Adımları yavaşça durdu, gözleri büyüdü. Sebebi tahmin ettiği şey olamazdı değil mi? Kalbi bu adama kaymış olamazdı değil mi? Hayır, mümkün değildi. Sevdiği adam gerçeğinde kalan Burak'tı, burada bulunan Kerem değildi.

Genç adamın gözleri yavaşça ona döndü, arkasını dönmüş ağır ağır yürüyordu. Derin bir nefes verip ayağa kalktı. "Eylül.." dedi, yanına yaklaştı. Genç kızın gözleri ona döndü, iki bakış anında buluştu. İkisi de çekingen, ikisi de istemsizdi.

"Maça devam mı?" diye ekledi Kerem. Gözlerini topa çevirdi.

Genç kızın yüzünde ufak bir tebessüm belirdi, en büyük özlemine doyamamıştı. Kafasıyla onaylayıp "Devam!" Koşar adımlarla filenin karşısına geçti.

.....

"Çok.." diye fısıldadı Eylül. Arabadaydı, yanındaki sürücü koltuğunda genç adam vardı. "Özlemiştim." diye ekledi. Hem kalbinin hemde zihninin ilk itirafıydı, uzun zamandır dokunamadığı topu, yaklaşmasını sahayı delice özlemişti.

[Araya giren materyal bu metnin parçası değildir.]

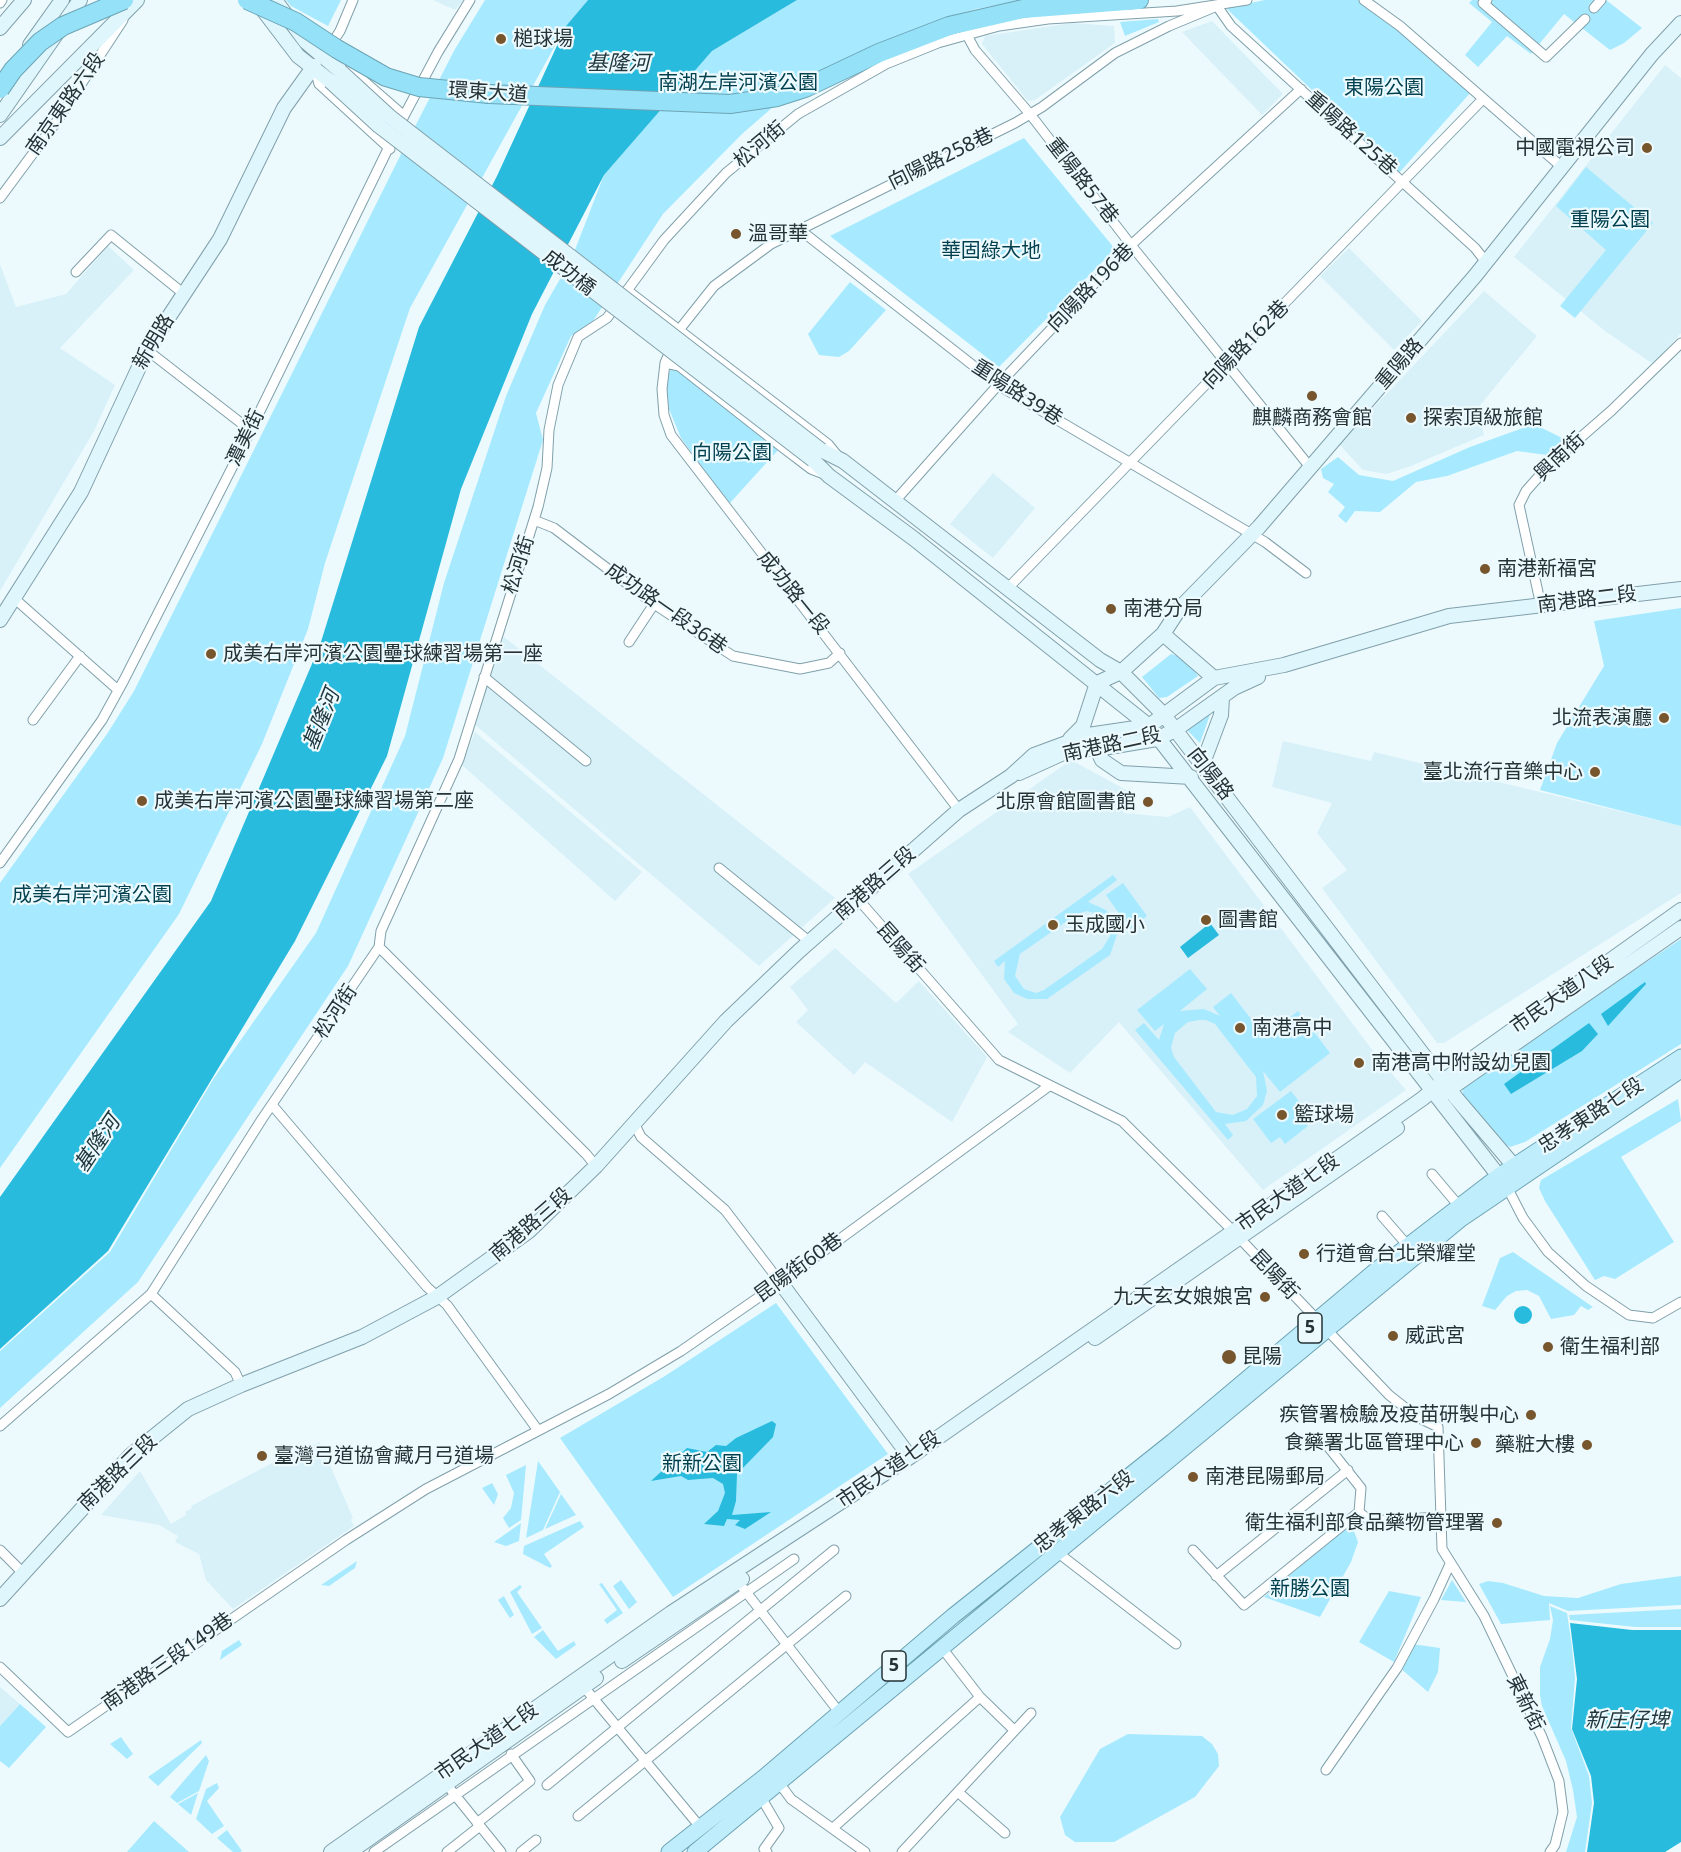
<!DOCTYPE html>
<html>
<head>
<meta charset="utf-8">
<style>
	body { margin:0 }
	canvas { display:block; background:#ecfafe }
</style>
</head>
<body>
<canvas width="1681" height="1852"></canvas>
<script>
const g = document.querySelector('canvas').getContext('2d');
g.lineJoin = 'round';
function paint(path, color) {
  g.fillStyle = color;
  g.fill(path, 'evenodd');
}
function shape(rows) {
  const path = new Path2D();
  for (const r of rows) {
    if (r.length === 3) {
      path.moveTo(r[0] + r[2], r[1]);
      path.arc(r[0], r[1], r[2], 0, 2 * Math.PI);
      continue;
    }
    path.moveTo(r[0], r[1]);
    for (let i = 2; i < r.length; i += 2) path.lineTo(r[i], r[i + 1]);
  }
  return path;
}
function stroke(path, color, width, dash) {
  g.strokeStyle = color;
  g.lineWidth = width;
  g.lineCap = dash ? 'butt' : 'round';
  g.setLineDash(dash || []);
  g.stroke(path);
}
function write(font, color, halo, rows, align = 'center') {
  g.font = font + ' "Noto Sans","Noto Sans TC",sans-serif';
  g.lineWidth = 4.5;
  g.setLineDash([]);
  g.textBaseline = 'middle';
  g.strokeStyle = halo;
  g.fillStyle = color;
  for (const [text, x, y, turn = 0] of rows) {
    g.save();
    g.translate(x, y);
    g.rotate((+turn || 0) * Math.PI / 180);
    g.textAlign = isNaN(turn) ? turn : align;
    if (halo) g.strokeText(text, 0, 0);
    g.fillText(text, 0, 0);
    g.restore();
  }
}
paint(shape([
	[433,0,463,0,455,10],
	[1212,21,1283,94,1262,115,1182,32],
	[1072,23,1114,26,1115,43,1035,100,1028,101,982,44,985,36],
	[1665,65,1681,78,1681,333,1653,364,1605,331,1514,257],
	[108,246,134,270,60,348,115,385,94,431,0,591,0,264,16,307,66,294],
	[1349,248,1422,321,1394,350,1320,276],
	[1484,291,1537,336,1477,409,1484,435,1411,466,1387,474,1363,470,1339,444],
	[993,473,1035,508,993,558,950,524],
	[504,637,835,898,759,966,474,724],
	[475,732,642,872,615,901,462,765],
	[1283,741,1371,761,1374,752,1681,826,1681,893,1444,1043,1437,1043,1322,888,1347,870,1317,833,1332,803,1272,787],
	[1071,760,1130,792,1123,813,1168,817,1190,807,1379,1059,1406,1090,1263,1190,1119,1022,1070,1073,1008,1032,1018,1024,908,874],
	[835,948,896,1003,919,981,987,1057,952,1122,865,1062,854,1075,796,1022,808,1010,790,987],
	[320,1442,353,1518,351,1520,354,1526,233,1609,206,1580,199,1554,175,1542,178,1536,159,1525,101,1515,140,1471,171,1524,186,1515,185,1512,192,1508,191,1506,272,1463],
	[0,1687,20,1704,0,1726]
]), '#d8f1f9');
paint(shape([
	[286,0,341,0,328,26,291,6],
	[485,0,588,0,566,26,410,308,325,563,308,629,262,744,179,914,0,1168,0,883,107,734,134,691,408,140,455,49],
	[797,0,1025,0,976,9,928,24,855,56,781,100,742,134,663,214,593,321,571,336,536,413,543,440,443,758,348,966,138,1282,0,1408,0,1351,110,1252,214,1078,316,933,405,736,444,583,506,396,545,305,571,260,604,175,712,51],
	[1265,0,1361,0,1471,92,1399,173,1226,8],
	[1472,0,1606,0,1642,28,1624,43,1610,50,1564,14,1531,54,1507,36,1478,67,1465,55,1492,22,1469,3],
	[1158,19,1159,22,1125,36,1120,22],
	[1024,138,1115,249,999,367,830,236],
	[1586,167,1653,223,1575,318,1560,306,1606,250,1556,206],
	[850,282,886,310,849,351,839,357,819,355,808,334],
	[674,364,779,449,729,504,681,438,669,409,666,378],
	[1534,424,1566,440,1547,455,1517,451,1447,476,1416,482,1380,512,1355,511,1346,523,1338,516,1345,507,1328,492,1334,484,1323,478,1321,469,1338,457,1359,475,1393,481,1470,447],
	[1681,608,1681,826,1540,790,1557,743,1604,666,1594,621],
	[1171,654,1184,658,1198,676,1167,697,1159,698,1142,677],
	[1212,709,1200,743,1187,730],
	[1113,875,1117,880,1088,902,1106,910,1114,920,1118,932,1110,955,1047,999,1027,999,1014,993,1004,979,1005,961,998,967,994,961],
	[1087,911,1100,915,1109,927,1110,936,1102,949,1044,990,1036,993,1024,989,1015,976,1020,954,1077,914],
	[1123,883,1147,916,1130,929,1106,895],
	[1681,939,1681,1044,1525,1142,1510,1147,1502,1143,1463,1095,1462,1085],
	[1190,969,1207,989,1180,1011,1204,1009,1220,1016,1213,1007,1231,993,1265,1037,1298,1011,1330,1053,1280,1092,1263,1071,1267,1091,1263,1105,1246,1121,1225,1124,1233,1135,1228,1140,1135,1030,1144,1023,1159,1040,1164,1024,1155,1031,1137,1010],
	[1199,1020,1206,1020,1215,1024,1256,1077,1257,1096,1247,1109,1233,1115,1216,1112,1174,1057,1171,1048,1175,1033,1188,1022],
	[1291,1091,1308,1113,1302,1118,1308,1126,1285,1144,1280,1137,1271,1143,1253,1119],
	[1678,1099,1681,1121,1621,1157,1674,1242,1615,1279,1604,1276,1595,1280,1545,1201,1539,1188,1541,1180],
	[1513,1252,1593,1307,1588,1310,1581,1306,1574,1315,1551,1319,1539,1296,1527,1290,1516,1291,1507,1296,1495,1310,1482,1306,1500,1258],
	[776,1303,888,1454,673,1597,560,1438,665,1376],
	[538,1461,560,1492,543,1530,526,1538],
	[526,1465,521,1520,509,1528,503,1518,511,1508,514,1493,506,1475],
	[492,1483,498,1494,494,1505,482,1488],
	[561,1494,576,1515,545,1529],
	[580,1521,584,1527,544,1554,552,1566,550,1568,523,1554,524,1546],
	[521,1523,519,1541,506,1546,494,1542],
	[1351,1523,1358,1542,1351,1562,1320,1617,1264,1597],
	[357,1561,355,1568,329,1586,321,1585],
	[1681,1576,1681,1605,1568,1611,1549,1603,1550,1620,1501,1624,1479,1584,1488,1581,1503,1583,1544,1596,1578,1598,1621,1584],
	[621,1580,637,1602,629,1609,613,1586],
	[1452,1580,1466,1602,1441,1600],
	[602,1583,623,1613,607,1624,604,1620,617,1610,599,1584],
	[520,1585,522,1587,517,1592,542,1628,532,1634,510,1592],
	[1389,1591,1421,1597,1394,1662,1359,1642],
	[504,1596,514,1615,510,1618,498,1600],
	[1550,1606,1567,1613,1572,1647,1575,1678,1571,1728,1589,1776,1592,1803,1585,1852,1566,1852,1577,1817,1573,1790,1566,1761,1542,1706,1540,1695,1540,1667,1550,1639,1553,1620],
	[1681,1609,1681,1627,1635,1627,1570,1620,1569,1615],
	[543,1630,558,1651,574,1641,576,1645,556,1659,534,1637],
	[239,1640,242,1645,220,1660,222,1651],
	[1412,1644,1440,1648,1438,1672,1428,1692,1400,1668],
	[20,1704,46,1727,9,1768,0,1761,0,1726],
	[1128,1734,1202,1736,1212,1744,1218,1754,1219,1766,1195,1797,1114,1842,1075,1842,1065,1835,1060,1817,1100,1749],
	[121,1737,133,1754,127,1759,110,1744],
	[201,1740,202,1743,158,1786,148,1777],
	[206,1755,209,1761,199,1791,177,1803,170,1797],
	[217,1783,219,1788,207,1801,224,1826,212,1834,196,1819,206,1789],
	[198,1793,191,1815,178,1804],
	[154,1821,189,1852,127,1852],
	[227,1830,242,1851,240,1852,233,1852,217,1838]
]), '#a7eaff');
paint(shape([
	[588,0,797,0,712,51,604,175,532,314,461,489,387,756,295,941,108,1251,0,1349,0,1197,211,901,320,645,419,327,497,176,566,26],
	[1210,923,1219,935,1188,958,1180,947],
	[1645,982,1646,984,1608,1026,1601,1014],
	[1589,1023,1598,1034,1582,1051,1511,1094,1504,1084],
	[1523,1315,9],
	[772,1421,776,1424,773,1437,737,1474,736,1501,732,1515,771,1512,745,1529,735,1525,740,1520,727,1519,724,1526,704,1524,718,1511,725,1493,723,1484,713,1478,688,1480,681,1476,651,1481,687,1448,707,1452,716,1445,726,1446,736,1438],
	[1570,1623,1632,1630,1681,1630,1681,1842,1665,1852,1587,1852,1594,1803,1591,1776,1572,1729,1577,1679]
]), '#29bbde');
const street = shape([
	[1364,0,1400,26,1563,168],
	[1487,0,1483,3,1546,57,1585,19],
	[0,3,2,0],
	[1594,8,1601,0],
	[967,35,975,50,1030,114,1131,245,1310,467],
	[330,46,340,31,353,0],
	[334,59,342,62,404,116],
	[315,69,319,84,390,149],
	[0,198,57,121,123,20],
	[799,229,998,385,1265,542,1306,573],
	[76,272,111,235,184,294],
	[627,290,828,444,837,455],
	[147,350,250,430],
	[665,363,679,366,782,447,811,469,824,474],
	[895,501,998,385,1131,245,1301,89],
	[534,520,554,528,654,604,733,656,800,669,829,663,840,653],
	[1008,588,1482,100],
	[15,599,118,690],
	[1541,606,1519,505,1526,491,1549,465,1611,411,1681,343],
	[629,642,654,604],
	[484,677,586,761],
	[33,720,80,656],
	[959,810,671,435,664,415,662,389,665,363,679,330,714,286,771,244,1015,123,1042,107,1115,53,1169,26,1217,6,1231,26,1475,248,1486,262],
	[0,863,102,720,124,680,240,452,404,116,438,52,470,0],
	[719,868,810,942],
	[858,899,999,1060,1122,1121,1227,1225,1389,1395,1417,1417,1438,1427,1442,1549,1484,1616,1542,1737,1559,1781,1563,1812,1555,1845,1550,1852],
	[379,947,586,1154,596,1166],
	[273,1106,427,1287,447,1305,537,1429],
	[634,1123,641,1137,725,1210,780,1282],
	[1432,1174,1459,1206],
	[1507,1187,1523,1218,1548,1252,1586,1286,1629,1315,1653,1318,1681,1302],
	[1382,1216,1409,1247],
	[151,1294,235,1372,241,1385],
	[0,1426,151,1294,262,1119,379,947,381,931,459,759,538,507,547,468,549,430,558,385,578,337,607,318,664,240,726,173,798,114,886,64,938,43,999,26,1048,19,1177,11,1247,0],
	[1326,1444,1361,1488,1359,1512],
	[1359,1512,1370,1521,1440,1517],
	[0,1550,22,1572],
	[1193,1550,1244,1605,1359,1512],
	[1057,1552,1176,1644],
	[1216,1576,1348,1470],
	[743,1588,839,1712],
	[942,1648,980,1697,1014,1730],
	[0,1667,68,1732,346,1540,426,1489,609,1394,681,1351,788,1277,1049,1086],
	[584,1687,701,1828],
	[1326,1770,1397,1668,1434,1599,1450,1564],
	[777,1780,791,1799,865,1852],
	[547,1785,834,1550],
	[451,1790,501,1852],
	[959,1793,1005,1833],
	[762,1799,779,1828,764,1849,767,1852],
	[578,1816,846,1596],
	[477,1823,530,1781,511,1754],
	[833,1828,980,1697],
	[374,1852,794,1559],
	[447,1852,480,1826],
	[521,1852,536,1840],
	[902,1852,1031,1713]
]);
const secondary = shape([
	[275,0,306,42,340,71],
	[260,6,298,56,330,81],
	[0,28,24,0],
	[30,45,62,0],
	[0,115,80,0],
	[0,138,137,0],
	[821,450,843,461,1100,660,1121,672,1164,715,1457,1099,1520,1173],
	[813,460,829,476,913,538,1149,726,1505,1184],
	[0,620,81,492,147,350,220,239,284,108,314,66],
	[1163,634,1214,678],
	[1097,683,1121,672,1163,634,1180,608,1259,527,1475,276,1652,54,1681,23],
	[1070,739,1083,726,1097,683],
	[1097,749,1102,760,1121,773,1191,777],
	[1203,763,1221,715,1222,697],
	[1019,773,1072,749,1097,749,1157,739,1175,730,1234,688,1258,677],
	[1444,1093,1681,928],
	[780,1282,910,1457],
	[1095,1338,1397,1128],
	[0,1599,131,1455,188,1409,241,1385,362,1337,437,1297,529,1231,596,1166,726,1021,799,951,959,810,1011,776,1034,755,1088,735,1149,726,1214,678,1284,665,1449,616,1681,589],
	[622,1661,742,1579],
	[331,1852,671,1613,910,1457,1244,1224,1422,1099,1466,1063,1681,910],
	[350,1852,596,1678]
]);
const primary = shape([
	[669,1852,763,1778,953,1616,1173,1441,1375,1271,1500,1175,1681,1057],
	[695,1852,1461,1219,1681,1070]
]);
const highway = shape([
	[489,94,730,104,777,97,805,88,879,53,949,26,1023,9,1139,0]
]);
stroke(street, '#81a0aa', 11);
stroke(secondary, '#81a0aa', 16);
stroke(primary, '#6da4b4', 17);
stroke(highway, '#6da4b4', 20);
stroke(street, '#fff', 9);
stroke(secondary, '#dff6fd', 14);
stroke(primary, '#bfedfb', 15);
stroke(highway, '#94e1f8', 18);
const secondaryBridge = shape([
	[340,71,389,116,821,450],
	[330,81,379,126,813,460]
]);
const highwayBridge = shape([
	[247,0,296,22,337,49,386,77,419,87,489,94],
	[0,89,13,70,40,42,63,26,124,0]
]);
stroke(secondaryBridge, '#81a0aa', 16, []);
stroke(highwayBridge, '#6da4b4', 20, []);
stroke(secondaryBridge, '#dff6fd', 14);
stroke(highwayBridge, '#94e1f8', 18);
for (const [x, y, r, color] of [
	[501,39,6,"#77552d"],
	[1647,148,6,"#77552d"],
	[736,234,6,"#77552d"],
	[1312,396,6,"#77552d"],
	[1411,418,6,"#77552d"],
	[1485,569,6,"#77552d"],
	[1111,609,6,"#77552d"],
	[211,654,6,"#77552d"],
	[1664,718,6,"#77552d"],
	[1595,772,6,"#77552d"],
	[142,801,6,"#77552d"],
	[1148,802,6,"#77552d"],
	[1206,920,6,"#77552d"],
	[1053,925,6,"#77552d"],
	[1240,1028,6,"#77552d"],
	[1359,1063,6,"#77552d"],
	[1282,1115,6,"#77552d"],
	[1304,1254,6,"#77552d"],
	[1265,1297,6,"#77552d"],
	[1393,1336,6,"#77552d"],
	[1548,1347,6,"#77552d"],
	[1229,1357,8,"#77552d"],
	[1531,1415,6,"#77552d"],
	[1476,1443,6,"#77552d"],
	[1587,1445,6,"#77552d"],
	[262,1456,6,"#77552d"],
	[1193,1477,6,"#77552d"],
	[1497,1523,6,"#77552d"]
]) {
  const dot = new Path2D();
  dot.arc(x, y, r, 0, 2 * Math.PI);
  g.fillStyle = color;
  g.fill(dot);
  stroke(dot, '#ecfafe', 2);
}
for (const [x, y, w] of [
	[1310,1328,24],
	[894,1666,24]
]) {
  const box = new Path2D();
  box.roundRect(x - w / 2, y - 15, w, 30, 4.5);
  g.fillStyle = '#ecfafe';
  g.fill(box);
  stroke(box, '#253236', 1.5);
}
write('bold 18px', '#253236', null, [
	["5",1310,1328],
	["5",894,1666]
]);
write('20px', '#253236', '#ecfafe', [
	["槌球場",513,39],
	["中國電視公司",1635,148,"right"],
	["溫哥華",748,234],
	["麒麟商務會館",1312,418,"center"],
	["探索頂級旅館",1423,418],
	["南港新福宮",1497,569],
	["南港分局",1123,609],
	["成美右岸河濱公園壘球練習場第一座",223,654],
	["北流表演廳",1652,718,"right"],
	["臺北流行音樂中心",1583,772,"right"],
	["成美右岸河濱公園壘球練習場第二座",154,801],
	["北原會館圖書館",1136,802,"right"],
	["圖書館",1218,920],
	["玉成國小",1065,925],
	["南港高中",1252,1028],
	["南港高中附設幼兒園",1371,1063],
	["籃球場",1294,1115],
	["行道會台北榮耀堂",1316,1254],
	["九天玄女娘娘宮",1253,1297,"right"],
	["威武宮",1405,1336],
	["衛生福利部",1560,1347],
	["昆陽",1242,1357],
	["疾管署檢驗及疫苗研製中心",1519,1415,"right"],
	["食藥署北區管理中心",1464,1443,"right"],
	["藥粧大樓",1575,1445,"right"],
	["臺灣弓道協會藏月弓道場",274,1456],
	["南港昆陽郵局",1205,1477],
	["衛生福利部食品藥物管理署",1485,1523,"right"]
], 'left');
write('20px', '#003f4d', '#ecfafe', [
	["南湖左岸河濱公園",738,83],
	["東陽公園",1384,88],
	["重陽公園",1610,220],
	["華固綠大地",991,251],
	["向陽公園",732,453],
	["成美右岸河濱公園",92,895],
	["新新公園",702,1464],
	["新勝公園",1310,1589]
]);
write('20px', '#253236', '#ecfafe', [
	["環東大道",488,93,4],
	["南京東路六段",66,104,-55],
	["重陽路125巷",1351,134,42],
	["松河街",760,145,-40],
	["向陽路258巷",941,159,-26],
	["重陽路57巷",1082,181,52],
	["成功橋",569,273,38],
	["向陽路196巷",1091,288,-46],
	["新明路",154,342,-59],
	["向陽路162巷",1246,345,-46],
	["重陽路",1400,364,-49],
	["重陽路39巷",1017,393,33],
	["潭美街",246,438,-64],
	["興南街",1560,457,-43],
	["松河街",519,565,-72],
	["成功路一段",793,593,51],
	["南港路二段",1587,600,-7],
	["成功路一段36巷",666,609,35],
	["南港路二段",1112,745,-12],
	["向陽路",1210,774,52],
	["南港路三段",875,884,-41],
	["昆陽街",900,948,48],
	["市民大道八段",1562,995,-35],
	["松河街",336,1012,-56],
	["忠孝東路七段",1591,1116,-33],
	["市民大道七段",1288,1193,-35],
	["南港路三段",531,1225,-41],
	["昆陽街60巷",799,1268,-36],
	["昆陽街",1274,1275,46],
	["市民大道七段",889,1470,-34],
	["南港路三段",118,1473,-44],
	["忠孝東路六段",1084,1512,-38],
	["南港路三段149巷",168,1662,-35],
	["東新街",1525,1703,64],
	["市民大道七段",487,1742,-35]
]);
write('italic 21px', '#21373e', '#ecfafe', [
	["基隆河",618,64],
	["基隆河",322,720,-68],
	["基隆河",98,1144,-56],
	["新庄仔埤",1627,1721]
]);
</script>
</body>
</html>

Genç adamın gözleri parıldadı, en büyük emelini yerine getirebilmiş, özlemine kavuşturup mutlu edebilmişti. Elini direksiyondan, dikkatini yoldan hiç ayırmadan gözlerine ufak bir bakış attı, bakışları tıpkı çiçek ve baharın buluşması gibi kavuştu.

"Neden?" diye sordu. Yola kısa bir bakış atıp yeniden ona döndü. "Neden voleybolu bıraktın?" diye ekledi.

Genç kız pozisyonunu yavaşça değiştirip kafasını çevirdi. Gözlerini pencereye çevirdi, geçtikleri yola kaydı bakışları. Dalgın, sessiz ve hayal kırıklığıyla..

"Daha önce söylemiştim.." diye cevapladı. Gözleri buldukları caddenin karşı tarafındaki bir çifte kaydı, iki genç ele yürüyordu.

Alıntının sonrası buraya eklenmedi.